Ma qualche altro “liberale” della sua parte (o qualche cattolico fervente, come Casini) avrebbe potuto dedicare un minuto di attenzione alle squadre fasciste che si sono adunate a Palazzo Grazioli per fare il “saluto ad Arcore” e comunicare, almeno, un po’ di disaccordo. Invece continuano a parlare di Vladimir Luxuria, come se essere transessuale fosse un reato. Lo sarà, forse, se dovesse vincere, con i suoi fascisti a bordo, accanto a Casini e a Pera, la Casa delle Libertà.
C’è un film dvd di Enrico Deaglio che sarà distribuito con il settimanale «il Diario» il primo marzo, e poi nelle librerie Feltrinelli. Contiene un documento che è importante vedere. È l’intera sequenza della seduta del Parlamento Europeo che ascolta Berlusconi nel giorno infausto in cui si è insediato alla guida del semestre italiano.
Di quell’evento è restato un senso di profondo imbarazzo in Italia, perché a nessuno piace mostrare in pubblico di aver meritato un simile primo ministro.
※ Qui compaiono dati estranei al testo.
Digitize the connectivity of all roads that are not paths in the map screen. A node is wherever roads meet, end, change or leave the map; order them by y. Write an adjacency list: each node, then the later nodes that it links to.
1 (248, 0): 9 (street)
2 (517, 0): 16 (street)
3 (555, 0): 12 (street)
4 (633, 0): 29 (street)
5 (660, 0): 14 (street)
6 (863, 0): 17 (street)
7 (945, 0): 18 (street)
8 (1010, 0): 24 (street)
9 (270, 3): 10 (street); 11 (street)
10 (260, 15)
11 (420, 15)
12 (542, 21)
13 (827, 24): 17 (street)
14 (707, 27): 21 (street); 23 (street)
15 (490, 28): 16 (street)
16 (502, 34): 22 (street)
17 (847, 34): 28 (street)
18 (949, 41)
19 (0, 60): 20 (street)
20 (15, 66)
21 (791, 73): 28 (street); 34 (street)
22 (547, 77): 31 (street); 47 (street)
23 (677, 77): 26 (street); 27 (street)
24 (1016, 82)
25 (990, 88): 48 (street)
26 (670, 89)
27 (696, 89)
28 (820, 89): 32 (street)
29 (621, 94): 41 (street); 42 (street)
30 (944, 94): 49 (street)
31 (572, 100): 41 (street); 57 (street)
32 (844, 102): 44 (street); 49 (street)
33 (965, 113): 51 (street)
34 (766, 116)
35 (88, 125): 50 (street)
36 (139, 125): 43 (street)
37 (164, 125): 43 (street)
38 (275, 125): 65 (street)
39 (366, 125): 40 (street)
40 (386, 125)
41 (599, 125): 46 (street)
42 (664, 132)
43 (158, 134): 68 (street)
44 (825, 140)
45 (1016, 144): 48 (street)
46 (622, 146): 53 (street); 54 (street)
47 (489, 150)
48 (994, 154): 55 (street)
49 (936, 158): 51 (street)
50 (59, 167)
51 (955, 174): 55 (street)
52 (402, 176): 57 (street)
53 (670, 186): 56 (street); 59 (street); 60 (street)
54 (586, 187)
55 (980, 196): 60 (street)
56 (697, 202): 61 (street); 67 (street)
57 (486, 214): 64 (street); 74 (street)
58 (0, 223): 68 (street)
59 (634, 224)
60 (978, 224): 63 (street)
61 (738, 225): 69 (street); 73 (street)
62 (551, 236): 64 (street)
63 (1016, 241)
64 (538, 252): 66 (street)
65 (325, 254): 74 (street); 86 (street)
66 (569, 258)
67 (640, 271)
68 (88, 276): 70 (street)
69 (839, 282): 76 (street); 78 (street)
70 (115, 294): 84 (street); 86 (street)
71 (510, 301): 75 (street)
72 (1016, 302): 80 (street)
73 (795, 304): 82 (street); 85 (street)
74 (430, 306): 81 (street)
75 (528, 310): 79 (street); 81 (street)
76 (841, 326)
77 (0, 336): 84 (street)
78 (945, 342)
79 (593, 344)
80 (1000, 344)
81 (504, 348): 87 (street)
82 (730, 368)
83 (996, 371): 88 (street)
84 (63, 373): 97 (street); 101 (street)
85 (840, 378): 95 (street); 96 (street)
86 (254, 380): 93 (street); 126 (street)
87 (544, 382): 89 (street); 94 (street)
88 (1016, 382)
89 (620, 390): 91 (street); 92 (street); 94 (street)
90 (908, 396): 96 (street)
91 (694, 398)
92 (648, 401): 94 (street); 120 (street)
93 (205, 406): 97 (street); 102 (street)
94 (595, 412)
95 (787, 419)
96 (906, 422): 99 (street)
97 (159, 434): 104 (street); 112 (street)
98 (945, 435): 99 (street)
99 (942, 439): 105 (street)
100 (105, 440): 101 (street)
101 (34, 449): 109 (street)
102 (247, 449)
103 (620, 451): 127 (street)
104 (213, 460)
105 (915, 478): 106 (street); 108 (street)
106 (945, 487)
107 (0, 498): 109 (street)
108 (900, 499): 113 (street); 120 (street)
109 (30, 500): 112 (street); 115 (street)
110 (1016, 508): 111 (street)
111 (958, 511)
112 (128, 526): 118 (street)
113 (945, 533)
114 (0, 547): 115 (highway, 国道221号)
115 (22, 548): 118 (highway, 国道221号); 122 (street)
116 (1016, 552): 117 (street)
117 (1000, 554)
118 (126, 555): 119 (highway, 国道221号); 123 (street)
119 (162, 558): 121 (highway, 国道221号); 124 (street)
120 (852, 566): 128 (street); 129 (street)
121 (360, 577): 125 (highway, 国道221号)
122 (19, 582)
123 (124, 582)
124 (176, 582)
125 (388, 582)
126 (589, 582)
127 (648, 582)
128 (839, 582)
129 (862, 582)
Ma il nostro imbarazzo era motivato da brevissimi flash di telegiornale così cautamente contenuti che il Tg 1, per esempio, aveva soppresso la voce dei protagonisti e l'aveva sostituita con la narrazione fuori campo, durata comunque pochi secondi.
Che cosa è realmente accaduto? Lo vedrete nel dvd che mostra l’intera vicenda. È accaduto che il capo del governo italiano ha dato del nazista («Kapò») al deputato tedesco Martin Schultz, capogruppo dei socialisti in quel parlamento. La ragione della scenata di Berlusconi è familiare agli italiani. Schultz si era permesso di fare delle critiche e di alludere al gigantesco conflitto di interessi di Berlusconi che, fuori dall’Italia, continua a provocare meraviglia, disagio e anche disprezzo a causa dell’evidente illegalità. Di fronte a quelle critiche - durate in tutto un paio di minuti e contenute nel più tradizionale linguaggio parlamentare - Berlusconi ha perso la testa ed è passato all’insulto violento, con parole volgari e gridate. L’evento è servito molto ai parlamentari europei. Hanno colto al volo l’incapacità di governare di Berlusconi, che infatti ha prodotto, nel semestre italiano, soltanto circostanze penose, negative o ridicole.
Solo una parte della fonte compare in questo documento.